→ **WORK REQUEST**:
Without including the images, transcribe each record precisely as it appears below.
Start of DATA PROVIDED
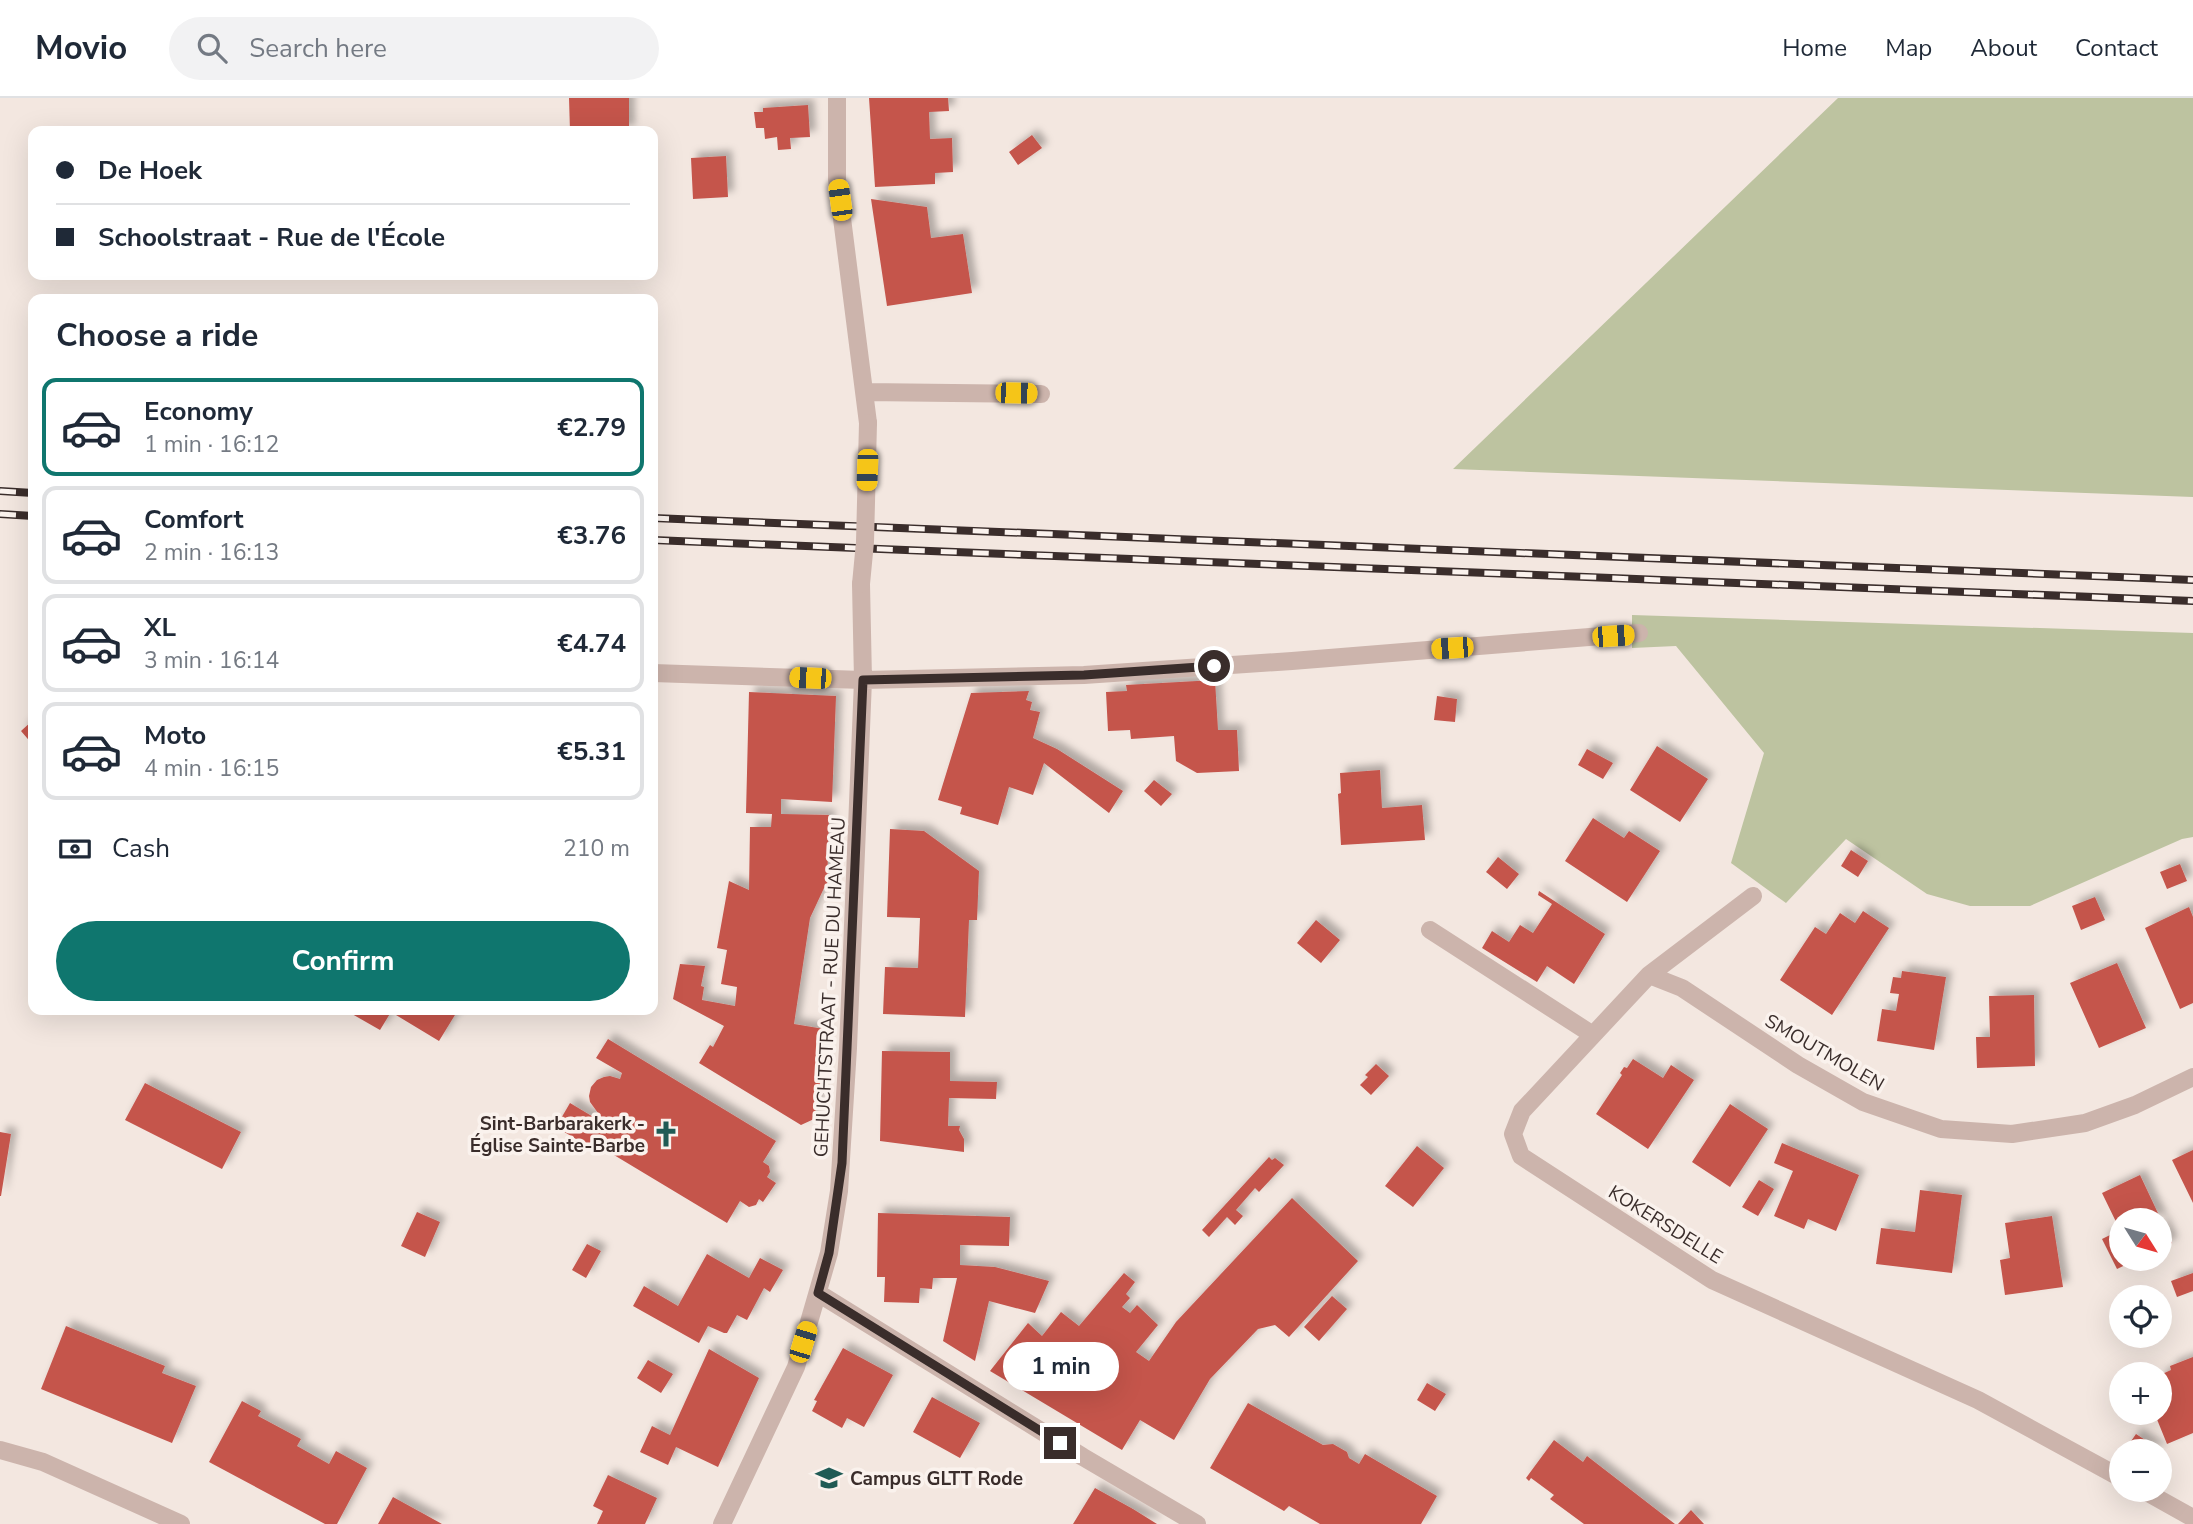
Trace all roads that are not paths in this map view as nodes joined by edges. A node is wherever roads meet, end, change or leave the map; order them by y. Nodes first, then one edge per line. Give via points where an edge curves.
1 (837, 98) edge
2 (865, 392) junction
3 (1041, 394) dead end
4 (1639, 634) dead end
5 (658, 673) edge
6 (863, 680) junction
7 (1754, 897) dead end
8 (1430, 930) dead end
9 (1649, 975) junction
10 (1593, 1035) junction
11 (2193, 1077) edge
12 (818, 1293) junction
13 (0, 1450) edge
14 (2109, 1471) edge
15 (2164, 1502) edge
16 (2193, 1518) edge
17 (181, 1524) edge
18 (722, 1524) edge
19 (1197, 1524) edge

1 - 2 street via 837,179
2 - 3 street
2 - 6 street, GEHUCHTSTRAAT - RUE DU HAMEAU, bridge
4 - 6 street via 1084,675
5 - 6 street
6 - 12 street, GEHUCHTSTRAAT - RUE DU HAMEAU via 842,1163 829,1253
7 - 9 street, KOKERSDELLE
8 - 10 street
9 - 10 street, KOKERSDELLE
9 - 11 street, SMOUTMOLEN via 1682,988 1863,1102 1941,1129 2012,1133 2085,1124
10 - 14 street, KOKERSDELLE via 1522,1111 1513,1134 1521,1156 1712,1280 1978,1400
12 - 18 street, GEHUCHTSTRAAT - RUE DU HAMEAU via 796,1367
12 - 19 street
13 - 17 street via 43,1462
15 - 16 street

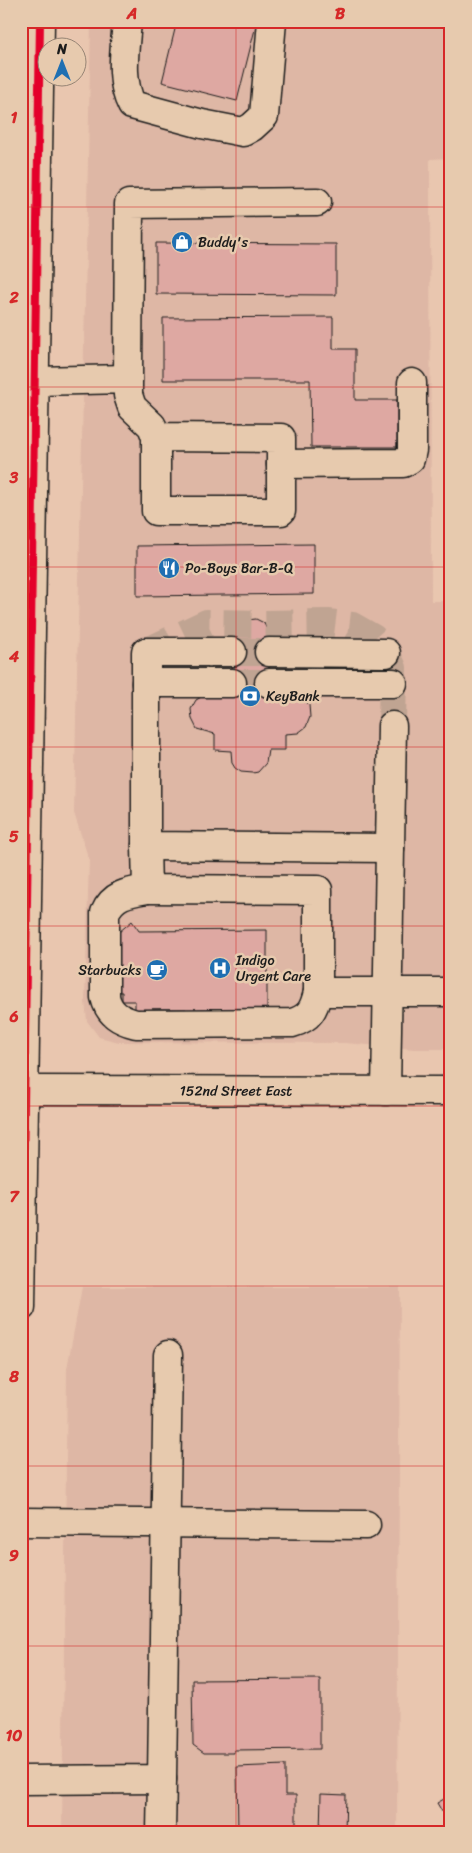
End of DATA PROVIDED
→ **PROBLEM SOLUTION**:
Trace all roads that are not paths in this map view as nodes joined by edges. A node is wherever roads meet, end, change or leave the map; order them by y. Nodes first, then one edge per line. Give via points where an edge curves.
1 (837, 98) edge
2 (865, 392) junction
3 (1041, 394) dead end
4 (1639, 634) dead end
5 (658, 673) edge
6 (863, 680) junction
7 (1754, 897) dead end
8 (1430, 930) dead end
9 (1649, 975) junction
10 (1593, 1035) junction
11 (2193, 1077) edge
12 (818, 1293) junction
13 (0, 1450) edge
14 (2109, 1471) edge
15 (2164, 1502) edge
16 (2193, 1518) edge
17 (181, 1524) edge
18 (722, 1524) edge
19 (1197, 1524) edge

1 - 2 street via 837,179
2 - 3 street
2 - 6 street, GEHUCHTSTRAAT - RUE DU HAMEAU, bridge
4 - 6 street via 1084,675
5 - 6 street
6 - 12 street, GEHUCHTSTRAAT - RUE DU HAMEAU via 842,1163 829,1253
7 - 9 street, KOKERSDELLE
8 - 10 street
9 - 10 street, KOKERSDELLE
9 - 11 street, SMOUTMOLEN via 1682,988 1863,1102 1941,1129 2012,1133 2085,1124
10 - 14 street, KOKERSDELLE via 1522,1111 1513,1134 1521,1156 1712,1280 1978,1400
12 - 18 street, GEHUCHTSTRAAT - RUE DU HAMEAU via 796,1367
12 - 19 street
13 - 17 street via 43,1462
15 - 16 street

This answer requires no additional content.